UMass Amherst Startup a Winner in Massachusetts Tech Transfer Contest
AMHERST — Ernest Pharmaceuticals, a startup venture based at UMass Amherst’s Institute of Applied Life Sciences (IALS), is one of four companies to win $2,500 from the Massachusetts Technology Transfer Center (MTTC) in a business-pitch poster competition in Boston. This recognizes the groundbreaking young biotech firm as it brings its research on programmed bacteria that deliver anti-cancer treatment to tumors from lab to market.
Ernest Pharmaceuticals CEO and bioengineer Nele Van Dessel presented the poster at MTTC’s 12th annual Massachusetts Life Sciences Innovation Day; the company was one among 30 vying for four prizes. She said she and co-founder Neil Forbes, a professor of Chemical Engineering at UMass Amherst, believe the company’s association with IALS has been a crucial factor in its steady success.
“We showed up three years ago at IALS with good science but no business plan,” Van Dessel said, adding that the IALS venture mentoring team “showed us how to start speaking to business to identify our market.” The biotech entrepreneurs also learned how to identify the most effective cancer target type, how to apply for grants, and how to help their treatment reach patients sooner. “Basically, we went from speaking to scientists to pitching to investors.”
Furthermore, IALS’ strategic planning, technology transfer, and other business services, such as developing conflict-of-interest, research, and compliance guidelines have been essential for the development of Ernest Pharmaceuticals. “On the science side, we were good,” Van Dessel said. “We just needed help on the business side, and IALS came through. Where there’s a need they can help you with, they will. We’re very grateful.”
Van Dessel, who earned a Ph.D. in bioengineering at home in Belgium, came to UMass Amherst looking specifically for Forbes after she read all his published papers on what she calls his unconventional but effective use of Salmonella bacteria to deliver cancer-busting compounds to kill metastatic breast cancer tumors from inside. Forbes named the company after his grandfather Ernest, who died of prostate cancer.

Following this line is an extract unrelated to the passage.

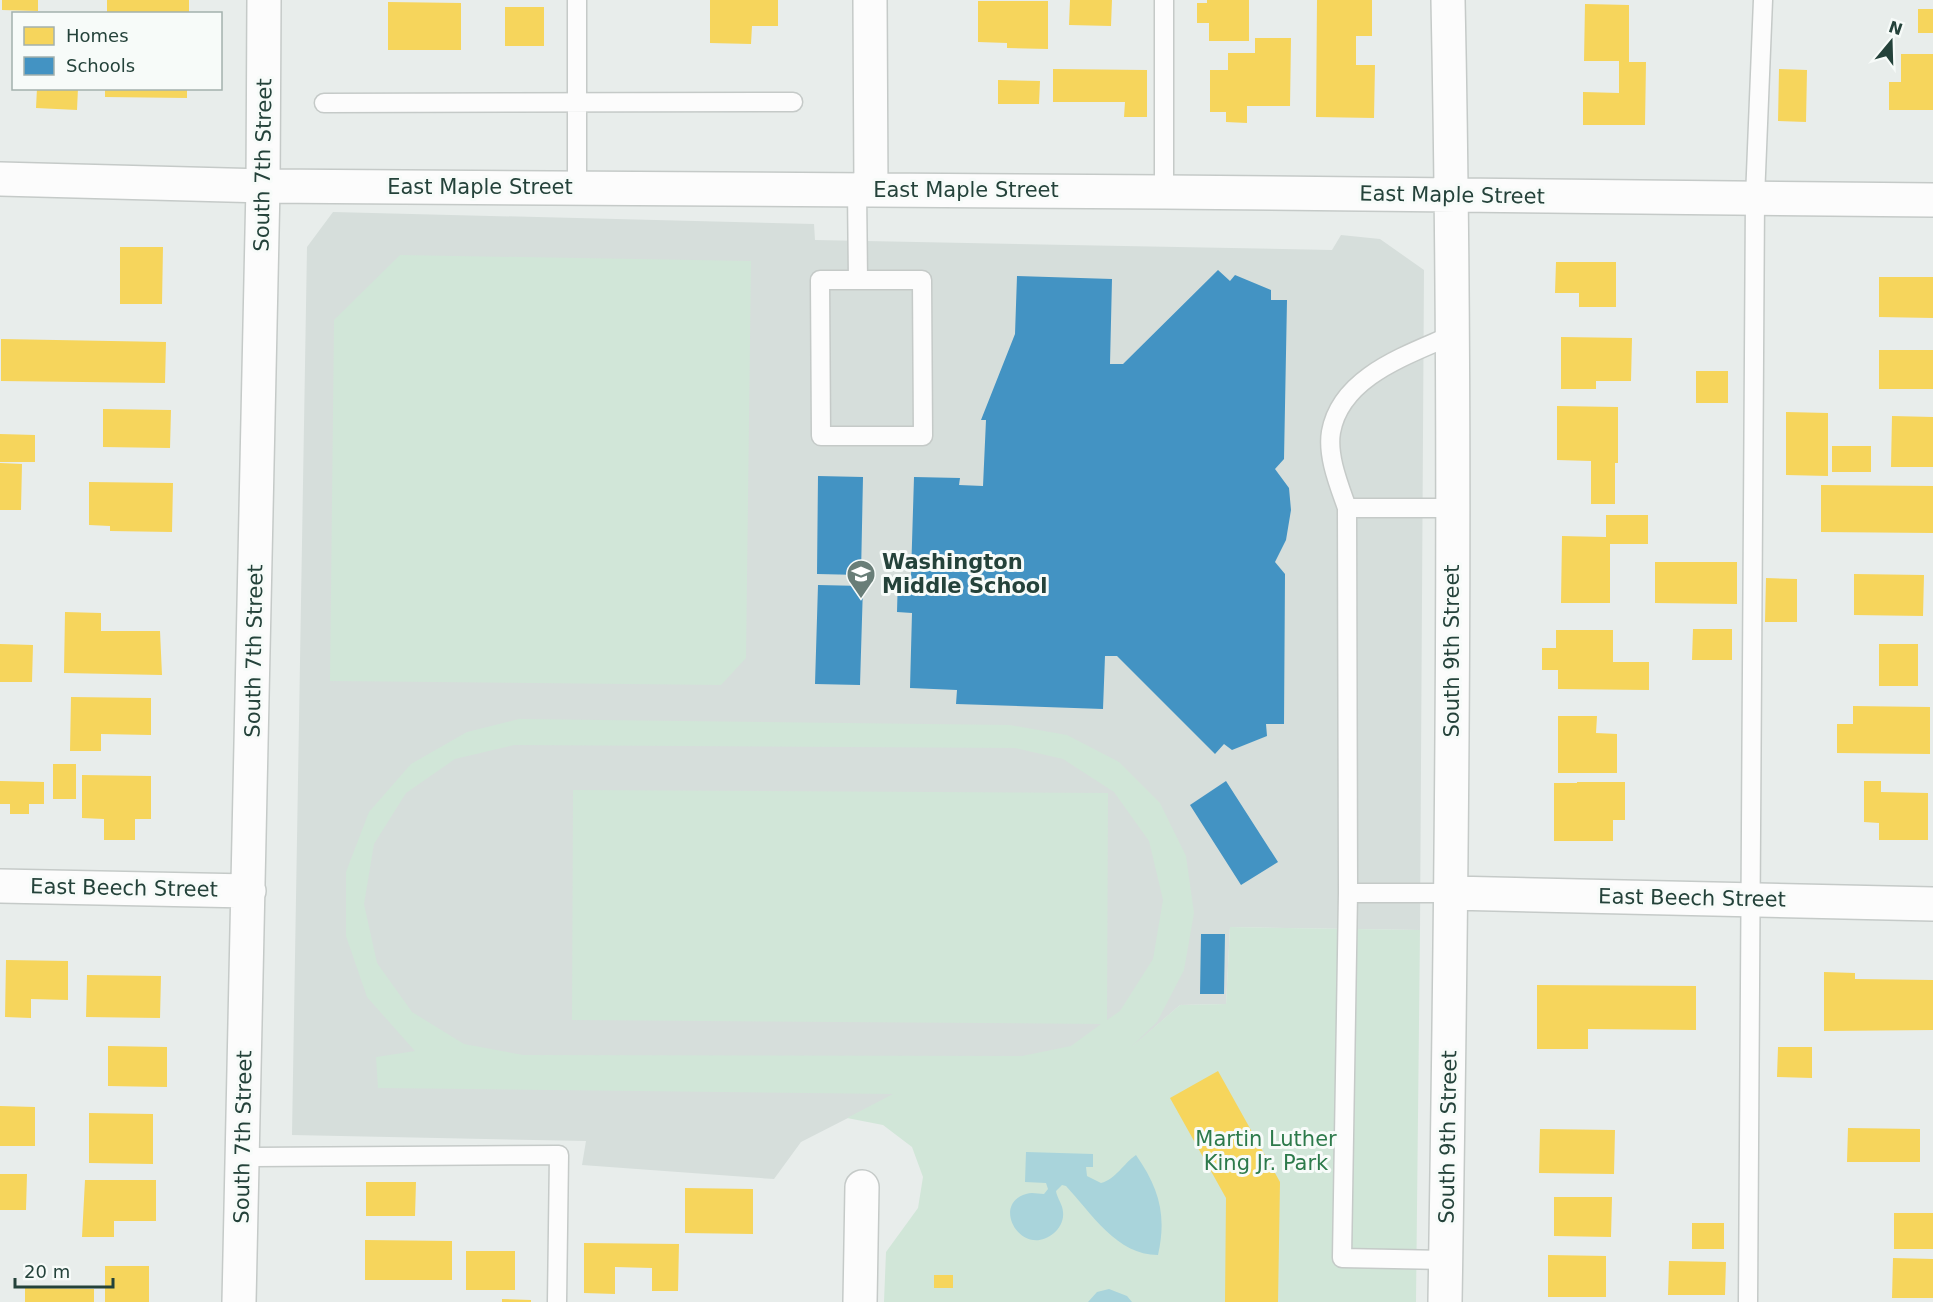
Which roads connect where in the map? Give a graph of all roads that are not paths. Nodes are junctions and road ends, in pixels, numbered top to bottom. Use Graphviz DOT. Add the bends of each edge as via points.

Since co-founding Ernest Pharmaceuticals with Forbes, Van Dessel has talked with a large number of oncologists to learn where the greatest need is in cancer treatment today, in particular which metastatic diseases are the hardest to treat. In this way, she and Forbes identified an urgent need for new tools to treat metastatic liver, ovarian, and pancreatic cancers. “So we broadened our approach and went after federal funding to specifically address those,” Van Dessel said.
Also benefiting from the UMass Amherst – IALS Business Innovation Fellows program, Ernest and three other campus startups received Small Business Innovation Research phase I grants from the National Science Foundation and the National Institutes of Health in 2018, bringing them into this year with significant funding, Van Dessel noted. “So now we are looking to raise $1 million to focus on bacterial strain development, for a safe and effective bacteria to deliver to target tumors.”
Peter Reinhart, IALS director, noted that “I am delighted that Ernest Pharmaceuticals, an innovative startup advancing their novel oncology drug-delivery platform with technology licensed from UMass Amherst, won the poster competition in a strong collection of emerging companies.”
Hosted at the UMass President’s Office, MTTC enables public and private research universities and medical centers in Massachusetts to lead the nation in translating basic research to the market, creating jobs and spurring economic development.